Tolerant Futures

This digital experience has been designed as part of the Co-producing Tolerant Futures through Ancient Identities project, funded by the UK Arts and Humanities Research Council (AHRC). The project is led by the University of Edinburgh together with Durham University, with input from nine heritage museums and sites across Britain.

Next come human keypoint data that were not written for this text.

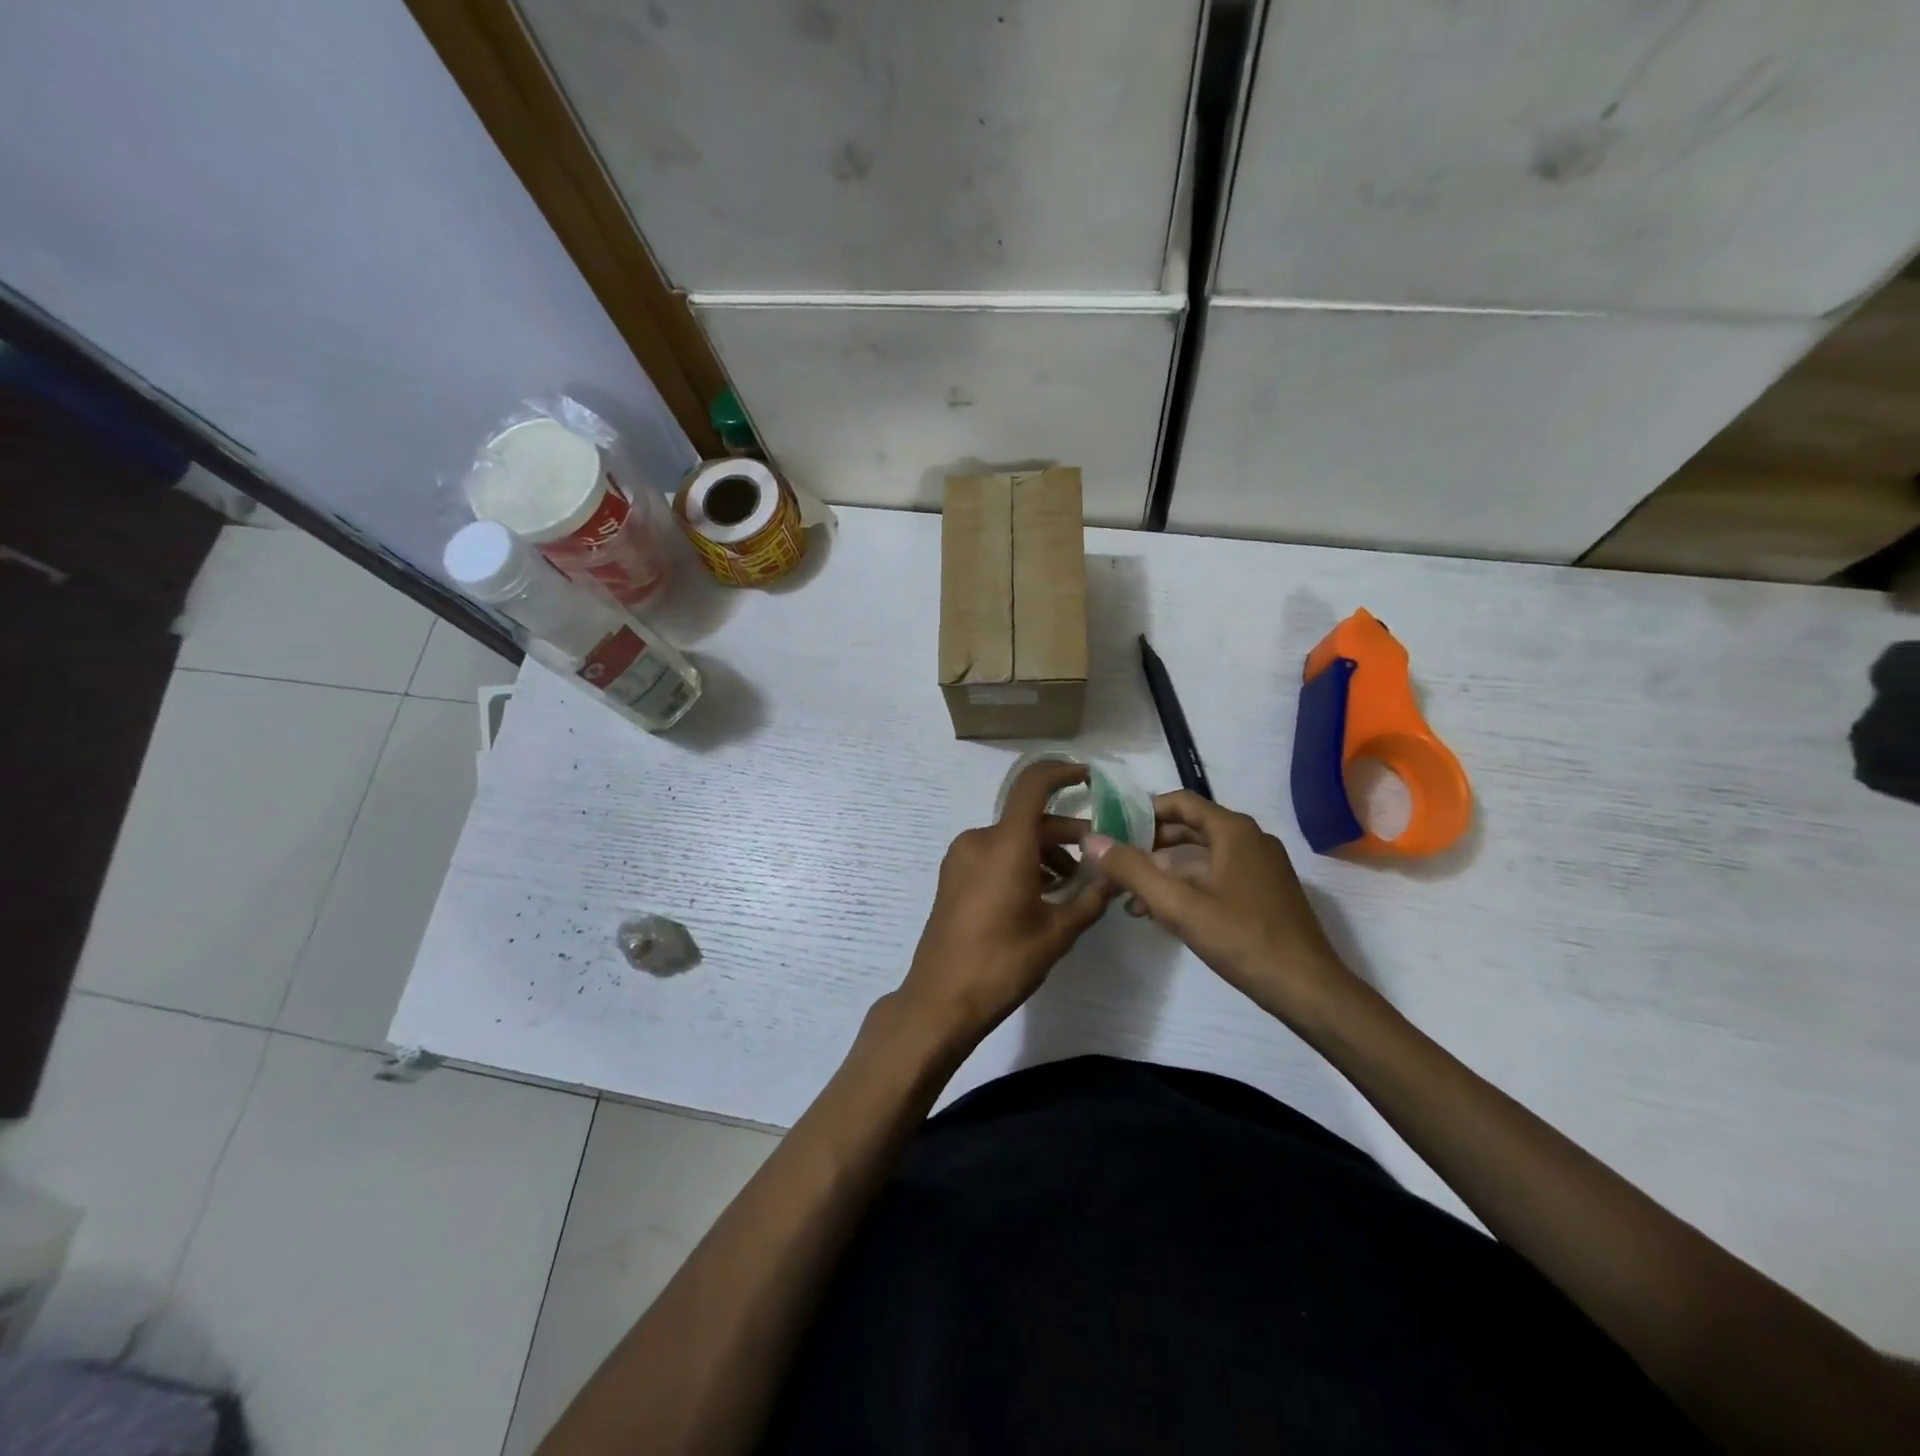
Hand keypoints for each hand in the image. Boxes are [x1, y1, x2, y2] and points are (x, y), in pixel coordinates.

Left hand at [898, 760, 1115, 1043]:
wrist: (940, 1000)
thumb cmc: (1002, 964)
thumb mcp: (1057, 933)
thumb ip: (1091, 898)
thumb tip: (1119, 877)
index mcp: (1005, 845)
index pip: (1033, 785)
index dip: (1061, 772)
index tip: (1089, 778)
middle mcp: (980, 840)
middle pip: (1029, 819)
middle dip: (1066, 834)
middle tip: (1098, 859)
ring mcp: (961, 857)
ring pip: (1013, 838)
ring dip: (1045, 851)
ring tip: (1072, 885)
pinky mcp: (953, 875)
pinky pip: (994, 853)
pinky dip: (1021, 862)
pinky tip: (1041, 894)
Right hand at [1084, 791, 1359, 1026]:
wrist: (1308, 989)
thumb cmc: (1242, 939)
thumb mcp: (1178, 905)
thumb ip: (1132, 870)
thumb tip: (1090, 840)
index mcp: (1234, 831)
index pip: (1180, 801)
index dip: (1143, 810)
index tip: (1112, 827)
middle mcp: (1250, 840)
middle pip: (1190, 827)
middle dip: (1150, 843)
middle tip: (1115, 861)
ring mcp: (1261, 867)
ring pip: (1202, 855)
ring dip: (1166, 869)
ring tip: (1130, 894)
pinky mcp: (1265, 893)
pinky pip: (1218, 875)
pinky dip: (1188, 885)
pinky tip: (1163, 913)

Co-Producing Tolerant Futures aims to expose and challenge divisive uses of the Iron Age, Roman and Early Medieval past uncovered during the original Ancient Identities in Modern Britain project (2016-2019, AHRC-funded). Findings from this project showed that the Iron Age and Roman periods are often presented through dichotomies and exaggerated caricatures in formal and free-choice learning environments in Britain. The research also suggested that, later on in their adult life, people draw on these early impressions and dualistic understandings of the past to justify antagonism towards particular groups defined on the basis of ethnicity, culture and race.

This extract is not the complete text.